> [WHAT IS NEEDED]: Could you return each line below without altering a word?

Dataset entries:

-- -- --

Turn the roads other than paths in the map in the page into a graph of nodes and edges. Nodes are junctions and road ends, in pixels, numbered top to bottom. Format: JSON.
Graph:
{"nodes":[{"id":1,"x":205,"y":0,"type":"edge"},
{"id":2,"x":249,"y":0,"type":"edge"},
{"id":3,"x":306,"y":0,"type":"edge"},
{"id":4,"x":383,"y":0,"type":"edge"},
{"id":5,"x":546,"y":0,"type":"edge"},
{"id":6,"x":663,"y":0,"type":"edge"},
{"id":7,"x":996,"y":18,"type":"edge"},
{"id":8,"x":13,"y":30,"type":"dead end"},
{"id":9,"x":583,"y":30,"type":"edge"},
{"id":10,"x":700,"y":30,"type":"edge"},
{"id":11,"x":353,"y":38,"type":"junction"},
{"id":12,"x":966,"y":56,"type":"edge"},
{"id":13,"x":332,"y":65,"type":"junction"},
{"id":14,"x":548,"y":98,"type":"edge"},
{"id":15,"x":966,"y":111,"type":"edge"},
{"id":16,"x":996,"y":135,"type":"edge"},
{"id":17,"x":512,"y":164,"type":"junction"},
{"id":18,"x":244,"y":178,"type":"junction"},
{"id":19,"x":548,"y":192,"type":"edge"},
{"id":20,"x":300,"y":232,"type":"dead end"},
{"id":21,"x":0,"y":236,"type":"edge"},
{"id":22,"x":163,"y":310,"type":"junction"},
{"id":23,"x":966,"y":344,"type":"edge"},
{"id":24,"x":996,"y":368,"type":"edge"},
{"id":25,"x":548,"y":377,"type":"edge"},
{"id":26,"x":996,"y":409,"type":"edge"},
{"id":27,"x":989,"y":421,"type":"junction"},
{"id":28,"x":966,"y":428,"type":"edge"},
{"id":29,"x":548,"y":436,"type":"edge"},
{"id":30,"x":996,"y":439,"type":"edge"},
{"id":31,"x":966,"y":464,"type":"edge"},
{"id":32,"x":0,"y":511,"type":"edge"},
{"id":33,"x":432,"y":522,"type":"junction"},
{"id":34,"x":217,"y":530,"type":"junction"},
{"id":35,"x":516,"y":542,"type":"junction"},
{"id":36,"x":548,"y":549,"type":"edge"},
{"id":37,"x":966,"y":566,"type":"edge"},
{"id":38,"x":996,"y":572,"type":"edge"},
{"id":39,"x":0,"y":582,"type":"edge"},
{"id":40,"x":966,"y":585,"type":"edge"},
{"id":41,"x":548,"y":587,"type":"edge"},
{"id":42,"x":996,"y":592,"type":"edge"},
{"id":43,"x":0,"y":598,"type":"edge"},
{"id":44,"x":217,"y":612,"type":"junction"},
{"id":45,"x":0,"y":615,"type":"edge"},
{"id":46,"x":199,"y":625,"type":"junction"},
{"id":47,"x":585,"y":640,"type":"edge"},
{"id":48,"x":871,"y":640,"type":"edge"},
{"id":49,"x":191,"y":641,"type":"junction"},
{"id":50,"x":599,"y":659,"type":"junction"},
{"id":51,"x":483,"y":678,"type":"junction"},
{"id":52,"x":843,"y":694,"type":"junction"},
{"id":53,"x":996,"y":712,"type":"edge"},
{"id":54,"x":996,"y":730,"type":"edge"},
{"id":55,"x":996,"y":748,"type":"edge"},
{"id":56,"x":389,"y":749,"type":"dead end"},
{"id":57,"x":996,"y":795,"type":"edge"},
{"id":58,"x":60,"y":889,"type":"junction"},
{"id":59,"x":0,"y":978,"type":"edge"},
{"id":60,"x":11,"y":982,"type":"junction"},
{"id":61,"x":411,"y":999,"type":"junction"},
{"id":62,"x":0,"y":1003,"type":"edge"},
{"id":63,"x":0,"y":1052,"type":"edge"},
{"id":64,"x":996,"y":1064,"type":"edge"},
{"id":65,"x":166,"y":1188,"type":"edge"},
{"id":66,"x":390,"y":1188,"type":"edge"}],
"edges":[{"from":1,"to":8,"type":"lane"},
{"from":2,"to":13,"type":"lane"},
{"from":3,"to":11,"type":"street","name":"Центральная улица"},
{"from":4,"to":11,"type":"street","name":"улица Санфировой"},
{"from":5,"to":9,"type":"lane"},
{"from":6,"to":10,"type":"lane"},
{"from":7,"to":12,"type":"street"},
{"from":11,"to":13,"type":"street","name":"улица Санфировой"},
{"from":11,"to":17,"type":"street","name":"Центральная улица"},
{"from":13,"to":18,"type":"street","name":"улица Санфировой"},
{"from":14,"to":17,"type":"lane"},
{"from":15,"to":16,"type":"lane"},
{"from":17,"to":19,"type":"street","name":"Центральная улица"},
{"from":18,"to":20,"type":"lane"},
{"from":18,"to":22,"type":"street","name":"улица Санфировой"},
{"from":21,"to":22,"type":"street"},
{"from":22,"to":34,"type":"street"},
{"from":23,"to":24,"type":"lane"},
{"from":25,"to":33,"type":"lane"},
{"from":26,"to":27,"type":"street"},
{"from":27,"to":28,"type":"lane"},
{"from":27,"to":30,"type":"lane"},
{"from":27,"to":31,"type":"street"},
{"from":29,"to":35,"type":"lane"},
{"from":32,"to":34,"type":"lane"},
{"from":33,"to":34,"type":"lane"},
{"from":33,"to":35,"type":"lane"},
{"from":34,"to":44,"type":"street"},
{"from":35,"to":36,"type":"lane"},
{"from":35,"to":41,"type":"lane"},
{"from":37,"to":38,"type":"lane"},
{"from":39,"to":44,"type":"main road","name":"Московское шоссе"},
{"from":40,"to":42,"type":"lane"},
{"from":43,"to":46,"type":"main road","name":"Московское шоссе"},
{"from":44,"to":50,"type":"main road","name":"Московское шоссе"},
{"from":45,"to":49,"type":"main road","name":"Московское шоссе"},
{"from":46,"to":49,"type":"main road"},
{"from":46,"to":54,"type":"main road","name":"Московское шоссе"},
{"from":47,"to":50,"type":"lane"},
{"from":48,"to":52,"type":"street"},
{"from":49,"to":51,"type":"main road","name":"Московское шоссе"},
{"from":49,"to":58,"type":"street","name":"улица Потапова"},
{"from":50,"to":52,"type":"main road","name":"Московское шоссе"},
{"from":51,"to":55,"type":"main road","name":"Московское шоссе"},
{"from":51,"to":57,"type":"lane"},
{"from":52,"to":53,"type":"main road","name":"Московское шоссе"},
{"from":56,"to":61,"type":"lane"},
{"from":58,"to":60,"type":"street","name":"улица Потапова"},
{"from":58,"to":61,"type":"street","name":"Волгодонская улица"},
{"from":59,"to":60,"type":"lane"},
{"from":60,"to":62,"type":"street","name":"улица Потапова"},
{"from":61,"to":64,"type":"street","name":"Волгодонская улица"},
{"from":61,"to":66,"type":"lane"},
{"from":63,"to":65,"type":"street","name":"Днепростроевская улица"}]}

-- -- --

> [RESPONSE TO THIS TASK]:
Turn the roads other than paths in the map in the page into a graph of nodes and edges. Nodes are junctions and road ends, in pixels, numbered top to bottom. Format: JSON.
Graph:
{"nodes":[{"id":1,"x":205,"y":0,"type":"edge"},
{"id":2,"x":249,"y":0,"type":"edge"},
{"id":3,"x":306,"y":0,"type":"edge"},
{"id":4,"x":383,"y":0,"type":"edge"},
{"id":5,"x":546,"y":0,"type":"edge"},
{"id":6,"x":663,"y":0,"type":"edge"},
{"id":7,"x":996,"y":18,"type":"edge"},
{"id":8,"x":13,"y":30,"type":"dead end"},
{"id":9,"x":583,"y":30,"type":"edge"},
{"id":10,"x":700,"y":30,"type":"edge"},
{"id":11,"x":353,"y":38,"type":"junction"},
{"id":12,"x":966,"y":56,"type":"edge"},
{"id":13,"x":332,"y":65,"type":"junction"},
{"id":14,"x":548,"y":98,"type":"edge"},
{"id":15,"x":966,"y":111,"type":"edge"},
{"id":16,"x":996,"y":135,"type":"edge"},
{"id":17,"x":512,"y":164,"type":"junction"},
{"id":18,"x":244,"y":178,"type":"junction"},
{"id":19,"x":548,"y":192,"type":"edge"},
{"id":20,"x":300,"y":232,"type":"dead end"},
{"id":21,"x":0,"y":236,"type":"edge"},
{"id":22,"x":163,"y":310,"type":"junction"},
{"id":23,"x":966,"y":344,"type":"edge"},
{"id":24,"x":996,"y":368,"type":"edge"},
{"id":25,"x":548,"y":377,"type":"edge"},
{"id":26,"x":996,"y":409,"type":"edge"},
{"id":27,"x":989,"y":421,"type":"junction"},
{"id":28,"x":966,"y":428,"type":"edge"},
{"id":29,"x":548,"y":436,"type":"edge"},
{"id":30,"x":996,"y":439,"type":"edge"},
{"id":31,"x":966,"y":464,"type":"edge"},
{"id":32,"x":0,"y":511,"type":"edge"},
{"id":33,"x":432,"y":522,"type":"junction"},
{"id":34,"x":217,"y":530,"type":"junction"},
{"id":35,"x":516,"y":542,"type":"junction"},
{"id":36,"x":548,"y":549,"type":"edge"},
{"id":37,"x":966,"y":566,"type":"edge"},
{"id":38,"x":996,"y":572,"type":"edge"},
{"id":39,"x":0,"y":582,"type":"edge"},
{"id":40,"x":966,"y":585,"type":"edge"},
{"id":41,"x":548,"y":587,"type":"edge"},
{"id":42,"x":996,"y":592,"type":"edge"},
{"id":43,"x":0,"y":598,"type":"edge"},
{"id":44,"x":217,"y":612,"type":"junction"},
{"id":45,"x":0,"y":615,"type":"edge"},
{"id":46,"x":199,"y":625,"type":"junction"},
{"id":47,"x":585,"y":640,"type":"edge"},
{"id":48,"x":871,"y":640,"type":"edge"},
{"id":49,"x":191,"y":641,"type":"junction"},
{"id":50,"x":599,"y":659,"type":"junction"},
{"id":51,"x":483,"y":678,"type":"junction"},
{"id":52,"x":843,"y":694,"type":"junction"},
{"id":53,"x":996,"y":712,"type":"edge"},
{"id":54,"x":996,"y":730,"type":"edge"},
{"id":55,"x":996,"y":748,"type":"edge"},
{"id":56,"x":389,"y":749,"type":"dead end"},
{"id":57,"x":996,"y":795,"type":"edge"},
{"id":58,"x":60,"y":889,"type":"junction"},
{"id":59,"x":0,"y":978,"type":"edge"},
{"id":60,"x":11,"y":982,"type":"junction"},
{"id":61,"x":411,"y":999,"type":"junction"},
{"id":62,"x":0,"y":1003,"type":"edge"},
{"id":63,"x":0,"y":1052,"type":"edge"},
{"id":64,"x":996,"y":1064,"type":"edge"},
{"id":65,"x":166,"y":1188,"type":"edge"},
{"id":66,"x":390,"y":1188,"type":"edge"}],
"edges":[{"from":1,"to":8,"type":"lane"},
{"from":2,"to":13,"type":"lane"},
{"from":3,"to":11,"type":"street","name":"Центральная улица"},
{"from":4,"to":11,"type":"street","name":"улица Санфировой"},
{"from":5,"to":9,"type":"lane"},
{"from":6,"to":10,"type":"lane"},
{"from":7,"to":12,"type":"street"},
{"from":11,"to":13,"type":"street","name":"улица Санфировой"},
{"from":11,"to":17,"type":"street","name":"Центральная улица"},
{"from":13,"to":18,"type":"street","name":"улица Санфировой"},
{"from":14,"to":17,"type":"lane"},
{"from":15,"to":16,"type":"lane"},
{"from":17,"to":19,"type":"street","name":"Центральная улица"},
{"from":18,"to":20,"type":"lane"},
{"from":18,"to":22,"type":"street","name":"улица Санфировой"},
{"from":21,"to":22,"type":"street"},
{"from":22,"to":34,"type":"street"},
{"from":23,"to":24,"type":"lane"},
{"from":25,"to":33,"type":"lane"},
{"from":26,"to":27,"type":"street"},
{"from":27,"to":28,"type":"lane"},
{"from":27,"to":30,"type":"lane"},
{"from":27,"to":31,"type":"street"},
{"from":29,"to":35,"type":"lane"},
{"from":32,"to":34,"type":"lane"},
{"from":33,"to":34,"type":"lane"},
{"from":33,"to":35,"type":"lane"},
{"from":34,"to":44,"type":"street"},
{"from":35,"to":36,"type":"lane"},
{"from":35,"to":41,"type":"lane"},
{"from":37,"to":38,"type":"lane"},
{"from":39,"to":44,"type":"main road","name":"Московское шоссе"},
{"from":40,"to":42,"type":"lane"},
{"from":43,"to":46,"type":"main road","name":"Московское шоссе"},
{"from":44,"to":50,"type":"main road","name":"Московское шоссе"},
{"from":45,"to":49,"type":"main road","name":"Московское шоссе"},
{"from":46,"to":49,"type":"main road"},
{"from":46,"to":54,"type":"main road","name":"Московское шоссе"},
{"from":47,"to":50,"type":"lane"},
{"from":48,"to":52,"type":"street"},
{"from":49,"to":51,"type":"main road","name":"Московское шоссе"},
{"from":49,"to":58,"type":"street","name":"улица Потапова"},
{"from":50,"to":52,"type":"main road","name":"Московское шоссе"},
{"from":51,"to":55,"type":"main road","name":"Московское шоссе"},
{"from":51,"to":57,"type":"lane"},
{"from":52,"to":53,"type":"main road","name":"Московское шоссе"},
{"from":56,"to":61,"type":"lane"},
{"from":58,"to":60,"type":"street","name":"улица Потапова"},
{"from":58,"to":61,"type":"street","name":"Волгодонская улица"},
{"from":59,"to":60,"type":"lane"},
{"from":60,"to":62,"type":"street","name":"улица Потапова"},
{"from":61,"to":64,"type":"street","name":"Волгодонская улица"},
{"from":61,"to":66,"type":"lane"},
{"from":63,"to":65,"type":"street","name":"Днепростроевская улица"}]}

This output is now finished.